When talking about “ending things” in regards to the non-relationship relationship, I like to keep those words between quotation marks for a reason: in this day and age, where most people are “just hanging out” as opposed to dating, a full on Break Up (phone call or in person) seems pretty dramatic for someone you’re not even calling your boyfriend or girlfriend. But the elusiveness of our hook up culture — no titles allowed, ambiguous exclusivity rules — lends itself to extremely vague guidelines when it comes to putting the kibosh on whatever the situation was with that other person. So how are we supposed to do it?

It seems like we’ve got two options, and they feel a lot like removing those Band-Aids.

The first scenario is slow and dirty, I like to call it: The Phase Out. Other, more sensitive folk, or, you know, those with manners, tend to refer to the technique as ignoring someone. I prefer to think of it as a steady progression of missing one’s texts. You’ve got to do it slowly here — methodically. The responses become delayed, then fewer and far between, until the next thing you both know, you’re no longer “in a weird thing with that maple-syrup-conglomerate-guy from Vermont.”

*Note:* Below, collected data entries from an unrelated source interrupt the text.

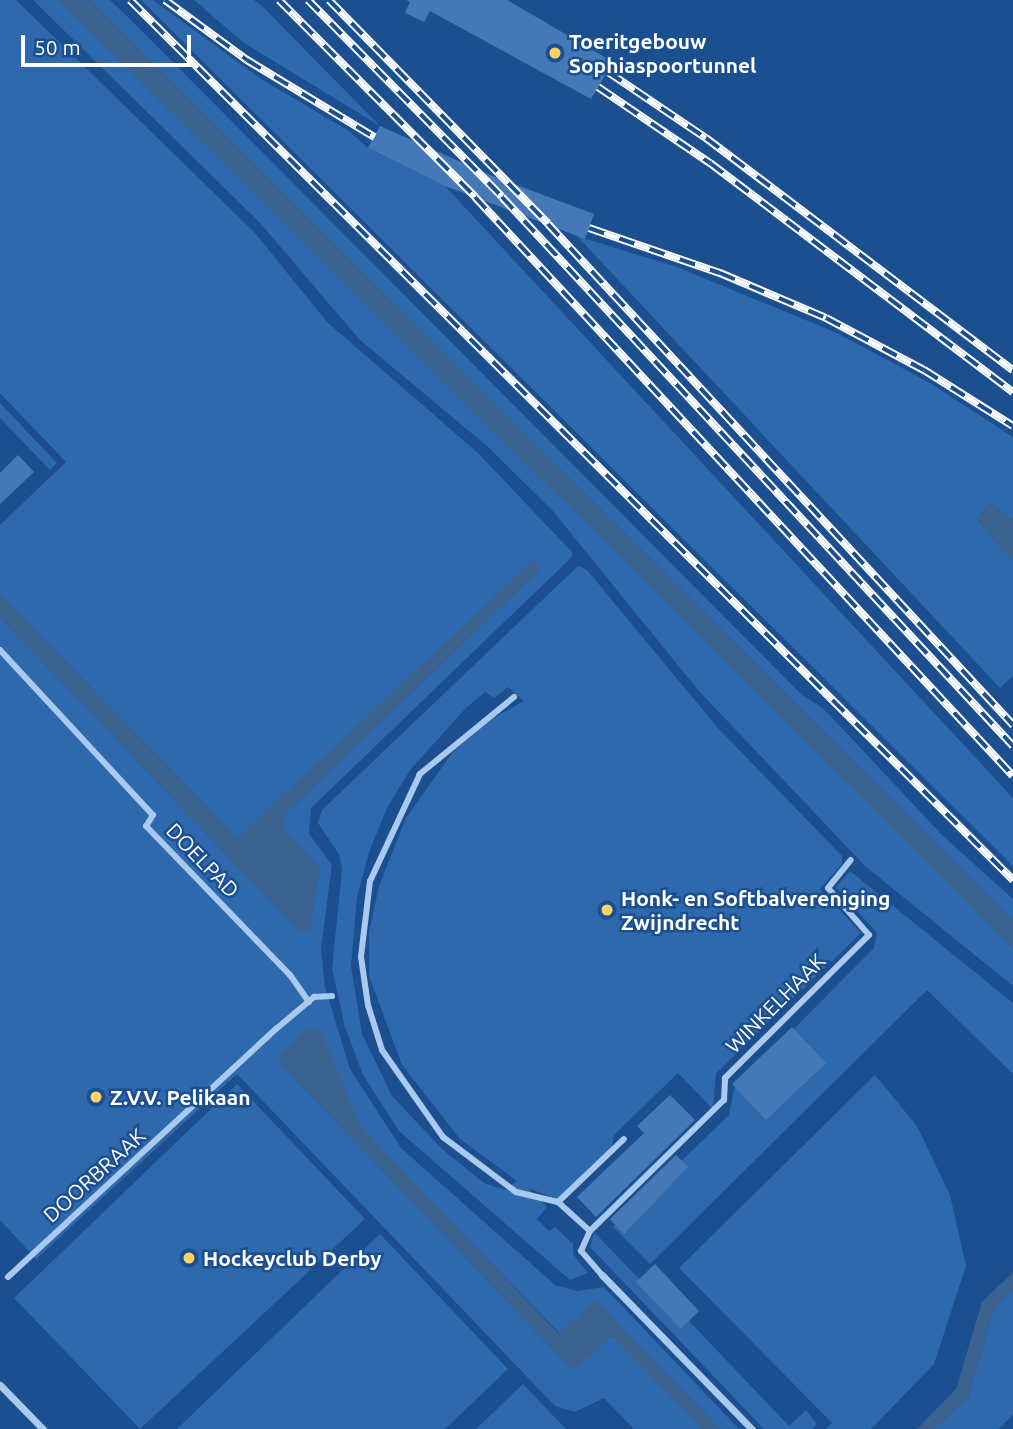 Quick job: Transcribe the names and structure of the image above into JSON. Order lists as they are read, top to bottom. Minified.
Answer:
{"streets":{"street":["DOELPAD","WINKELHAAK","DOORBRAAK"]},"crossings":[["DOELPAD","DOORBRAAK"]],"places":["Toeritgebouw Sophiaspoortunnel","Honk- en Softbalvereniging Zwijndrecht","Z.V.V. Pelikaan","Hockeyclub Derby"],"scale_bar":"50 m"} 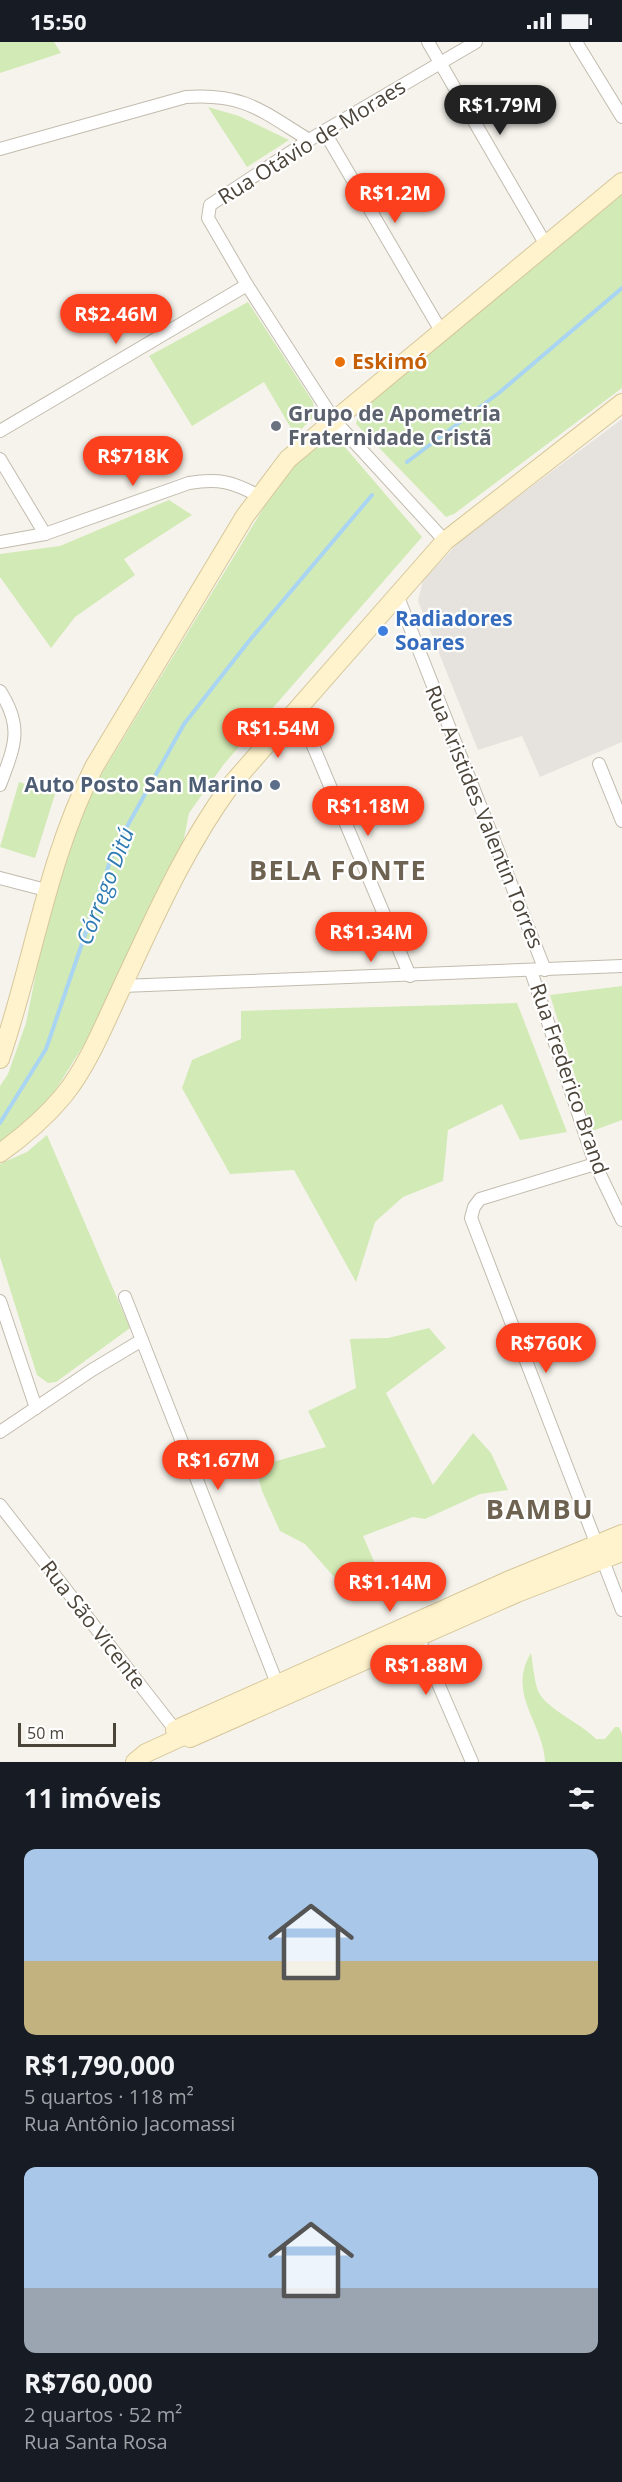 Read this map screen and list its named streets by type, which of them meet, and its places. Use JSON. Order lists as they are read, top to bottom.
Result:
{
  "streets": {
    "street": [
      "Rua Otávio de Moraes",
      "Rua Aristides Valentin Torres",
      "Rua Frederico Brand",
      "Rua São Vicente"
    ]
  },
  "districts": ["BELA FONTE", "BAMBU"],
  "water": ["Córrego Ditú"],
  "places": [
    "Eskimó",
    "Grupo de Apometria Fraternidade Cristã",
    "Radiadores Soares",
    "Auto Posto San Marino"
  ],
  "scale_bar": "50 m",
  "page": {
    "status": "15:50",
    "price": [
      "R$1.79M",
      "R$1.2M",
      "R$2.46M",
      "R$718K",
      "R$1.54M",
      "R$1.18M",
      "R$1.34M",
      "R$760K",
      "R$1.67M",
      "R$1.14M",
      "R$1.88M"
    ],
    "scale": "50 m",
    "heading": "11 imóveis",
    "list": [
      {
        "name": "R$1,790,000",
        "note": "5 quartos · 118 m² · Rua Antônio Jacomassi"
      },
      {
        "name": "R$760,000",
        "note": "2 quartos · 52 m² · Rua Santa Rosa"
      }
    ]
  }
}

The Phase Out hurts. It’s agonizing for both the recipient who doesn’t know what’s going on and for the Phaser who wants the relationship to end already. It’s awkward and messy, so what’s the point of doing it this way?

Well, aside from immaturity and an aversion toward confronting things head on, I’d say it’s because we live in a time where any act that’s decidedly not casual can freak out the desired sex — even when said act is one that was intended to end things.

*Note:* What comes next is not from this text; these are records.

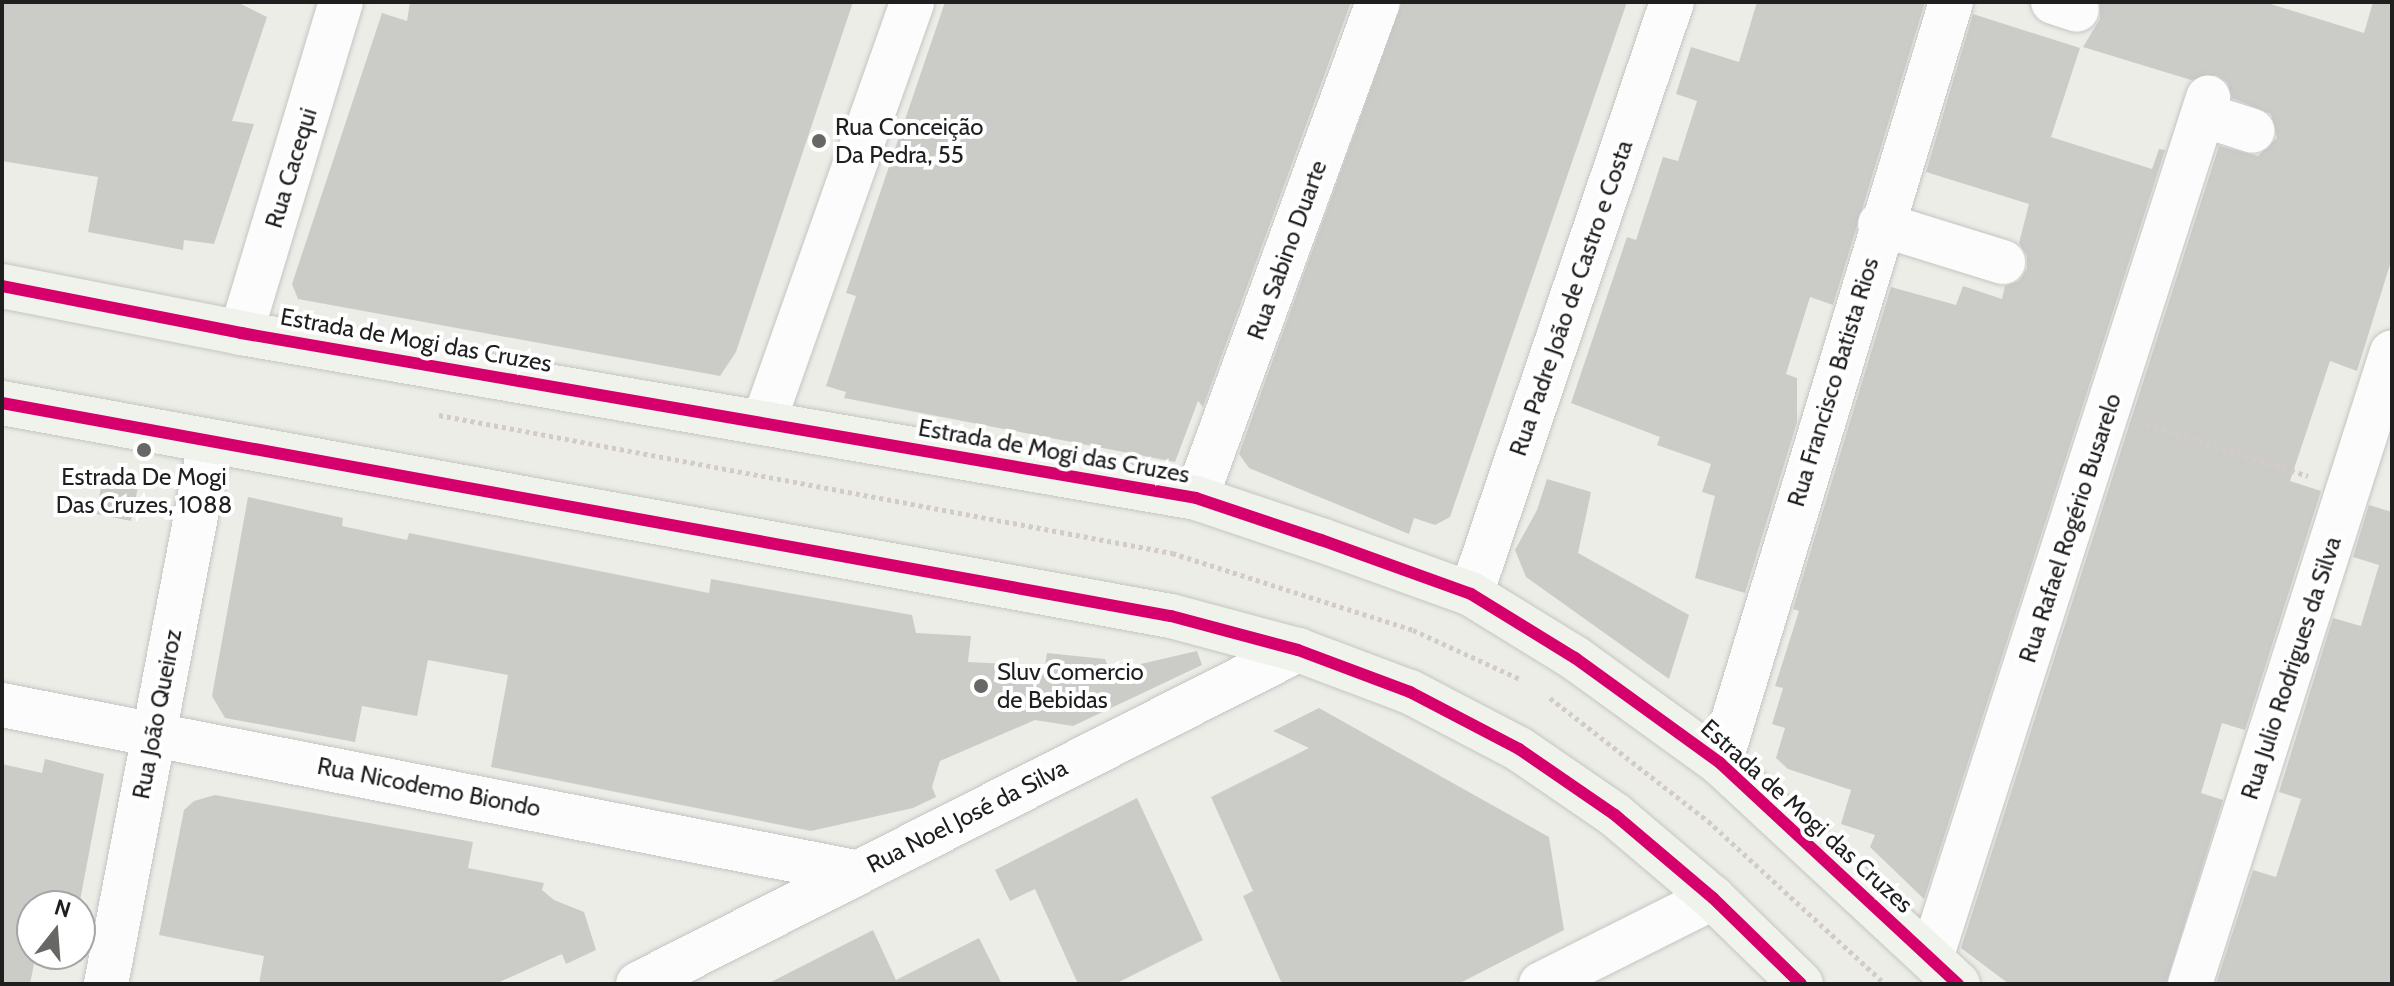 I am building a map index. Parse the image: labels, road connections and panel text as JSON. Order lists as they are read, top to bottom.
{
  "streets": {
    "main road": ["Estrada de Mogi das Cruzes"],
    "street": [
      "Rua Cacequi",
      "Rua Sabino Duarte",
      "Rua Padre João de Castro e Costa",
      "Rua Francisco Batista Rios",
      "Rua Rafael Rogério Busarelo",
      "Rua Julio Rodrigues da Silva",
      "Rua João Queiroz",
      "Rua Nicodemo Biondo",
      "Rua Noel José da Silva"
    ]
  },
  "crossings": [
    ["Rua Cacequi", "Estrada de Mogi das Cruzes"],
    ["Rua Sabino Duarte", "Estrada de Mogi das Cruzes"],
    ["Rua Padre João de Castro e Costa", "Estrada de Mogi das Cruzes"],
    ["Estrada de Mogi das Cruzes", "Rua Francisco Batista Rios"],
    ["Estrada de Mogi das Cruzes", "Rua Rafael Rogério Busarelo"],
    ["Rua João Queiroz", "Rua Nicodemo Biondo"],
    ["Rua Nicodemo Biondo", "Rua Noel José da Silva"]
  ],
  "places": ["Rua Conceição Da Pedra, 55", "Estrada De Mogi Das Cruzes, 1088", "Sluv Comercio de Bebidas"],
  "north": "top"
}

I have a friend who has mastered the art of ripping off Band-Aids. Usually she’ll give the guy a fighting chance to prove her initial impression wrong, but when she’s made up her mind her phone comes out quicker than a broke-neck beer bottle at a high-noon duel. Her texts are well crafted, thoughtful and brief. They often look like this: “I had such a fantastic time getting to know you these past few weeks, but I’ve decided I’d rather do my own thing. Wish you all the best, see you around!”

And if she’s really feeling punchy then she’ll add in a joke like, “Hope the cake got home safely!”

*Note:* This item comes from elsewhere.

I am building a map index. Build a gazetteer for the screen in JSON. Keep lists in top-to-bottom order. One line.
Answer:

From what I understand, she’s never received a troubling response. Her honesty is appreciated, they tell her, and yes, the cake made it to the fridge.

I know this is the right way to do it; we’re adults, we should be mature. So why is it that I still prefer to scrape around the bandage’s edges like an archeologist chipping away at a camp site, wincing every time I pluck a hair in the process, where the dull pain becomes so aggravating that I must leave the Band-Aid half on, its fabric curled back in horror at the unfinished business. I’d never advise anyone else to do this, and I don’t think I’m a masochist, so what gives?

I’m not sure.

But inevitably and predictably, the receiving end of my juvenile bad habit almost always spots my weak attempt. Before I even have the chance to finish the job myself, he’ll take his own two fingers and rip the rest of that Band-Aid right off for me.

Want more on relationships? Check out our Ask a Guy series here. May I suggest you also read about the beautiful couple that started Tibi? And then get a glass of wine and watch Amelia on Dubsmash.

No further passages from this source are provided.